Herb Snitzer was born in 1932 and grew up in Philadelphia. After graduating from the Philadelphia College of Art in 1957, he moved to New York City, where he quickly established himself as a busy photojournalist. In 1959 Snitzer became the photography editor of Metronome, then associate editor until 1961. During what proved to be a twenty-year break in his photography career, he earned a master’s degree in education and worked in that field. The jazz world beckoned once again in 1986, when Snitzer’s friend of many years, singer-pianist Nina Simone, asked him to accompany her to Switzerland and document several of her concerts. In the 1990s Snitzer moved to St. Petersburg, Florida, and opened a studio for fine-art photography.
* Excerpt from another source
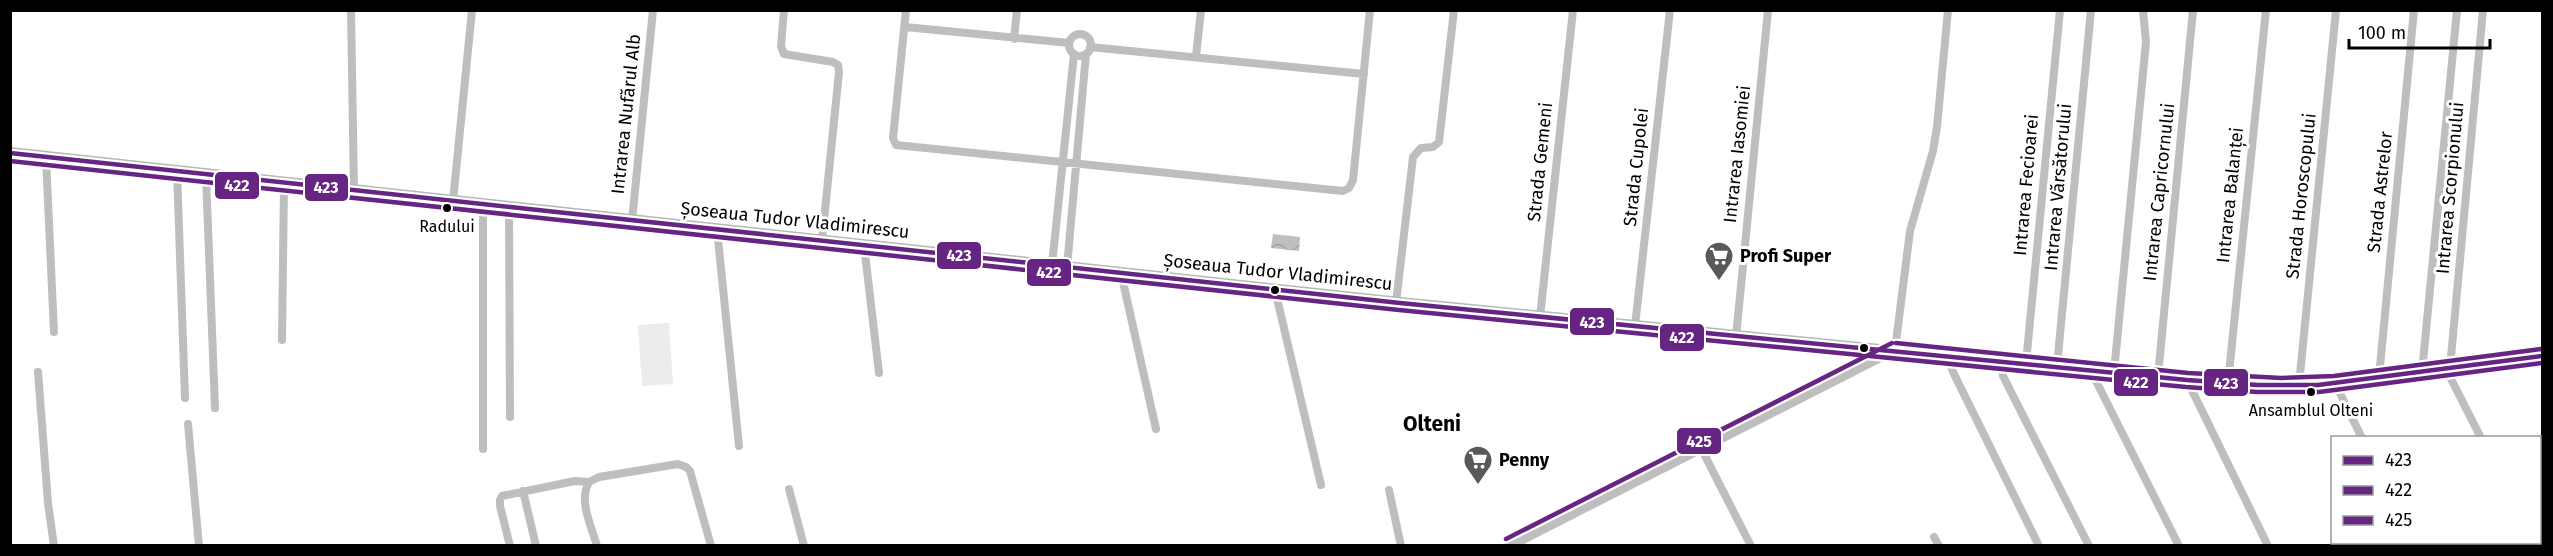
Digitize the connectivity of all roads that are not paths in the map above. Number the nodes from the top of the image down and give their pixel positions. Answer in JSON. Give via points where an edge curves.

His work is displayed in galleries and museums throughout the country, and he has authored five books on music and education. His most recent book, Jazz: A Visual Journey, contains the best of his jazz photography. His work is found online at www.herbsnitzer.com.

     About the Author

     Lee Tanner has been photographing jazz musicians for nearly half a century. His photographs have appeared in Down Beat, Jazz Times, American Photo, and Popular Photography, on the covers of many record albums, and in several books. He lives in Sonora, CA.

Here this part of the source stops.